• **REQUIREMENT**
Give back exactly the lines from the one containing "Map reading. Describe" through the end of the records, including both, and no others.

=== DATA RECORDS ===

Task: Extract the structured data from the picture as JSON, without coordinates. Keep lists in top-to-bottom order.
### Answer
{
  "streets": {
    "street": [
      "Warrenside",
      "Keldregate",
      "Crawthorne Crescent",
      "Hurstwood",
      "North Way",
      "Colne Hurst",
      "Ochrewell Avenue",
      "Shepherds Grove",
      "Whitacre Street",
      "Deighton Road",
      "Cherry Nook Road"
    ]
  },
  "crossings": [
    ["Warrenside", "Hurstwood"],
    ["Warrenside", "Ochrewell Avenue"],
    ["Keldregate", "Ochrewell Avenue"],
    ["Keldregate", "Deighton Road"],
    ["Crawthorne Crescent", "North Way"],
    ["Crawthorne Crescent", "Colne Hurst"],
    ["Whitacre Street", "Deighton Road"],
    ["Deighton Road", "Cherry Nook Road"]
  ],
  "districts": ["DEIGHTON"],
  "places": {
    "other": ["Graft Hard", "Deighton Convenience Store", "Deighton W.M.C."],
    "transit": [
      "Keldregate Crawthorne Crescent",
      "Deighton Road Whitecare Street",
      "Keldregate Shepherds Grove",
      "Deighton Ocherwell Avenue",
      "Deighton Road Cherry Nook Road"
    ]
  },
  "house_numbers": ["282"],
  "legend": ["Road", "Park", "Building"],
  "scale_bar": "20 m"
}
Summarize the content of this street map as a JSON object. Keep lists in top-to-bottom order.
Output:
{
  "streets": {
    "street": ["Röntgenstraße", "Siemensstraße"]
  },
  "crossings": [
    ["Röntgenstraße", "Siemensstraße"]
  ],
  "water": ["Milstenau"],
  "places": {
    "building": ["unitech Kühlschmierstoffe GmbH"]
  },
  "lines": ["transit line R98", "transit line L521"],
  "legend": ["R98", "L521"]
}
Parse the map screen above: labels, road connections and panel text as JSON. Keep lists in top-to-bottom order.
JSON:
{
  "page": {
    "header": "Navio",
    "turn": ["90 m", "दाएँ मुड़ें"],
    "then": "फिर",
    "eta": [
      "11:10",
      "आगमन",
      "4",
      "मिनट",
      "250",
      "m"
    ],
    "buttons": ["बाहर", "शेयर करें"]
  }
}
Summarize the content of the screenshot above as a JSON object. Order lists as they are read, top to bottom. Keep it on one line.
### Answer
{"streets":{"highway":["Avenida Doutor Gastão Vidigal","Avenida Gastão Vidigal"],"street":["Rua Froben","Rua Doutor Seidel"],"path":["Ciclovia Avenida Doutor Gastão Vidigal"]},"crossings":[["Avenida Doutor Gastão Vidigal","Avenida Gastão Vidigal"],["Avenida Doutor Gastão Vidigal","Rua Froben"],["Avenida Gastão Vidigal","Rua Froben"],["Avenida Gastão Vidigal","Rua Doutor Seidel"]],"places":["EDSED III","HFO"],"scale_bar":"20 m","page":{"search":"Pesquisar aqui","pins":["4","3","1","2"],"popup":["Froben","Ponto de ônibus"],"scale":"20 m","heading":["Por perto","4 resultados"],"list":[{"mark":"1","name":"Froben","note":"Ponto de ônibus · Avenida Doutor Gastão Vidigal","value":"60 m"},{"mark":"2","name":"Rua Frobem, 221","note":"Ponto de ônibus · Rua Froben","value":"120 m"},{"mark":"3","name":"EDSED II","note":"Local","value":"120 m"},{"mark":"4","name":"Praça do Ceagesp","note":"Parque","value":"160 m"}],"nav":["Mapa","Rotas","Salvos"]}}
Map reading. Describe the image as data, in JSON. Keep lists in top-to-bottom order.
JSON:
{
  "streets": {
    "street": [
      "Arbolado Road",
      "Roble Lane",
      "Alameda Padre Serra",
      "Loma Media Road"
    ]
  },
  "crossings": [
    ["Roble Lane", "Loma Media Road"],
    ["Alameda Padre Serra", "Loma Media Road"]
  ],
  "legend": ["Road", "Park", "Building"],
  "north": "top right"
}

===

• **OUTPUT BELOW**
Map reading. Describe the image as data, in JSON. Keep lists in top-to-bottom order.
JSON:
{
  "streets": {
    "street": [
      "Arbolado Road",
      "Roble Lane",
      "Alameda Padre Serra",
      "Loma Media Road"
    ]
  },
  "crossings": [
    ["Roble Lane", "Loma Media Road"],
    ["Alameda Padre Serra", "Loma Media Road"]
  ],
  "legend": ["Road", "Park", "Building"],
  "north": "top right"
}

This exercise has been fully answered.